Emperor Hadrian, who ruled from 117 to 138 CE, was famous for his travels around the empire. During his long reign of 31 years, he visited many cities located in modern-day France, Spain, Turkey, Britain, North Africa, Greece, and Israel. He was fascinated by Greek culture and promoted cultural exchange all throughout the Empire.  

Hadrian is also an example of the nature of Roman citizenship. As well as his predecessor Trajan, he was born in the city of Italica, a Roman colony located in Spain founded in the 2 century BCE. Because their birth city had already received the Roman civitas, both were able to rise up the ranks and become emperors, even if they had not been born in the capital Rome. The edict of Caracalla, in 212 CE, bestowed Roman citizenship to every free inhabitant of the Empire. 

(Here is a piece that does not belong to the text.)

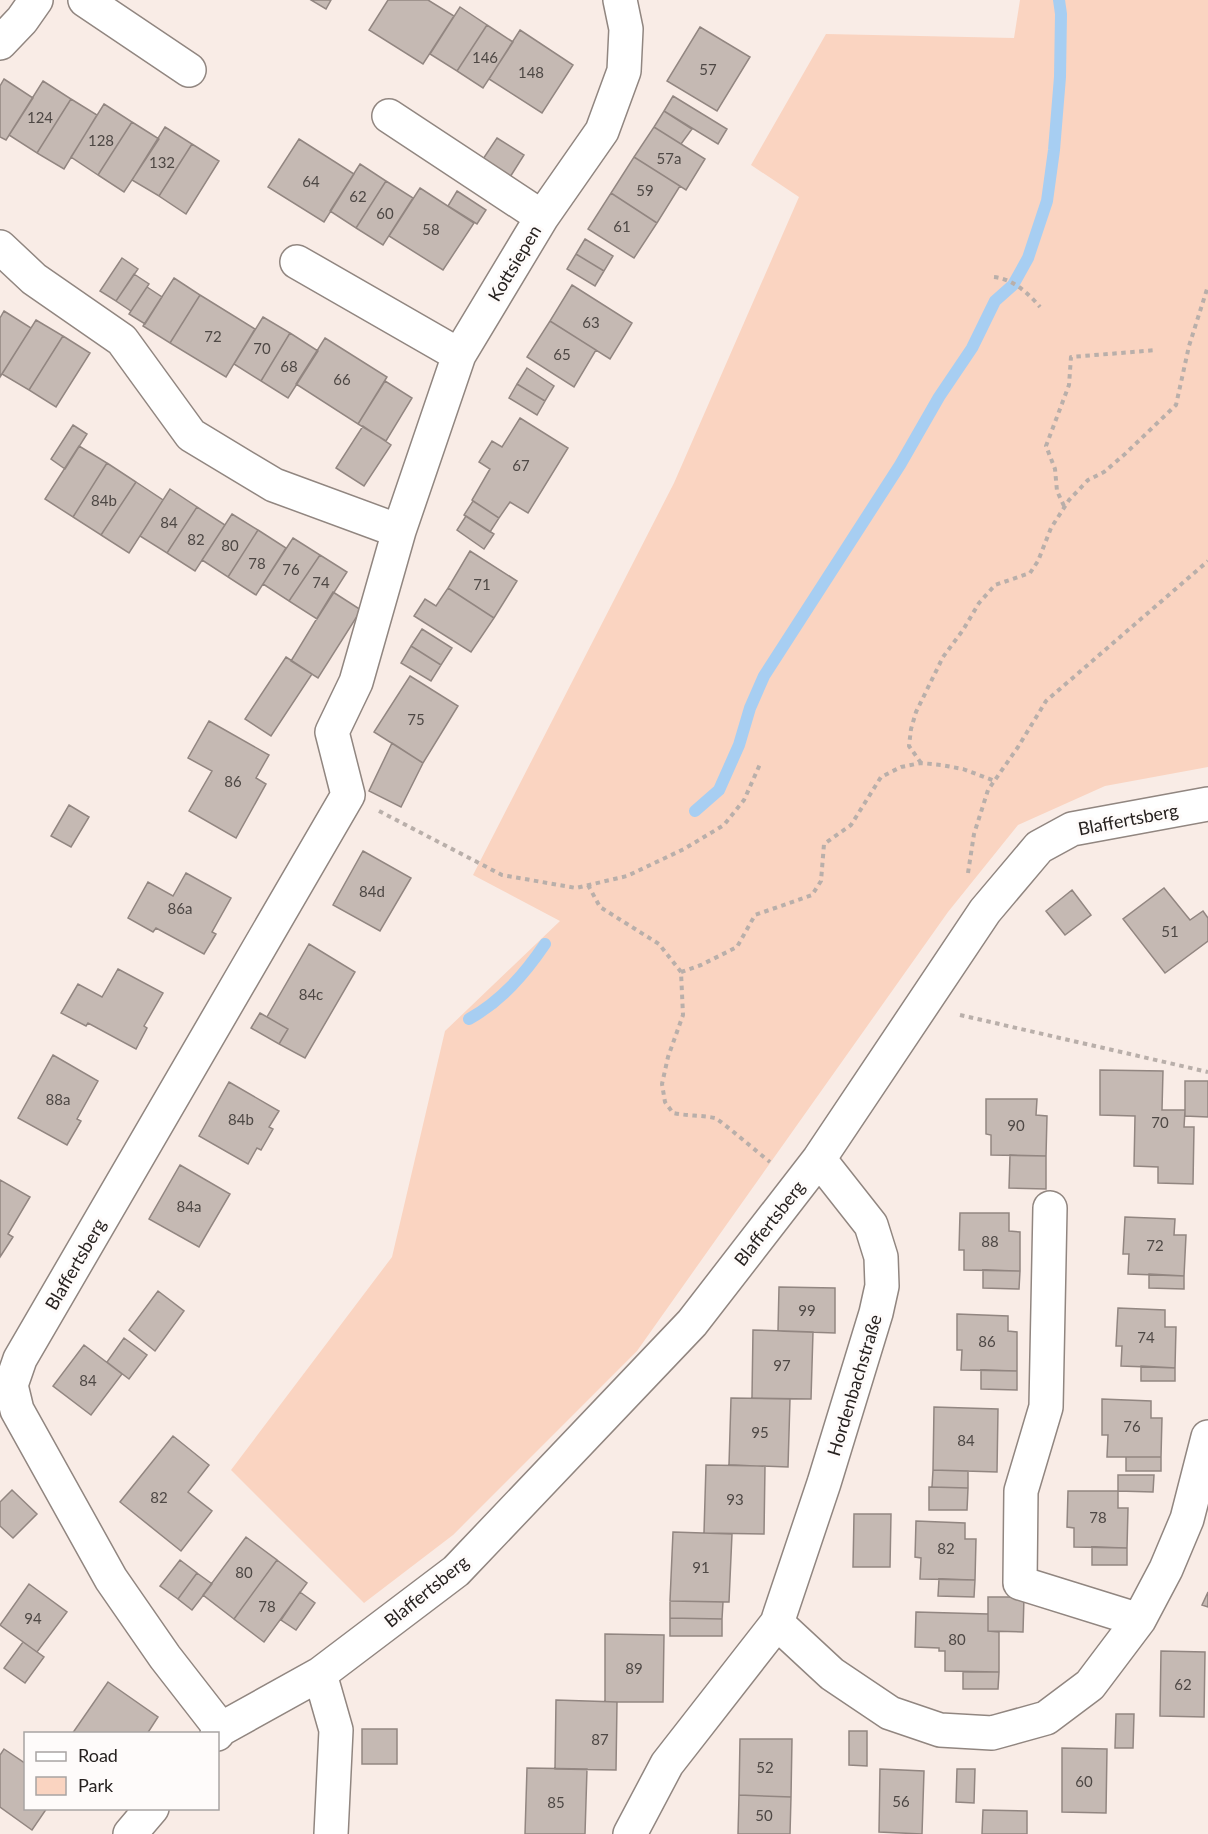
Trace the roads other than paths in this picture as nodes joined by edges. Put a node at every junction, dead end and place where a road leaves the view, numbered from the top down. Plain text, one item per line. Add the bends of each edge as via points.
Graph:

The diversity of the Roman Empire is also manifested through artistic expression and material culture. Foreign groups and individuals were depicted with certain particularities in statues and reliefs. Specific clothing, different hairstyles, colored marbles, and different symbols and iconographies,  for example. The artistic style of such pieces also carries a lot of the local traits from the place where it was made, even if the Hellenistic Graeco-Roman culture was predominant.

This grand diversity was also showcased in temples and buildings. The beautiful pavement of the Pantheon, still preserved today, was constructed with marbles and stones coming from multiple different regions conquered by the Empire. There are frescoes preserved in the ruins of Pompeii that tell the stories of foreign deities and mystery cults. The Roman religion was directly influenced and inspired by the Greeks and was also composed of many foreign gods, appropriated from the local culture of the different provinces.

There are pieces of evidence on the Roman cult of the goddess Magna Mater, originally from Turkey. The Egyptian goddess Isis was also venerated by ancient Romans, and there was a temple dedicated to her in the place where the Basilica of Santa Maria Sopra Minerva stands today, in the heart of the Campus Martius region. The cult of the Persian god Mithras was strongly disseminated as well. Underneath the Basilica of San Clemente, there is a Mithraic temple dated 1st century AD.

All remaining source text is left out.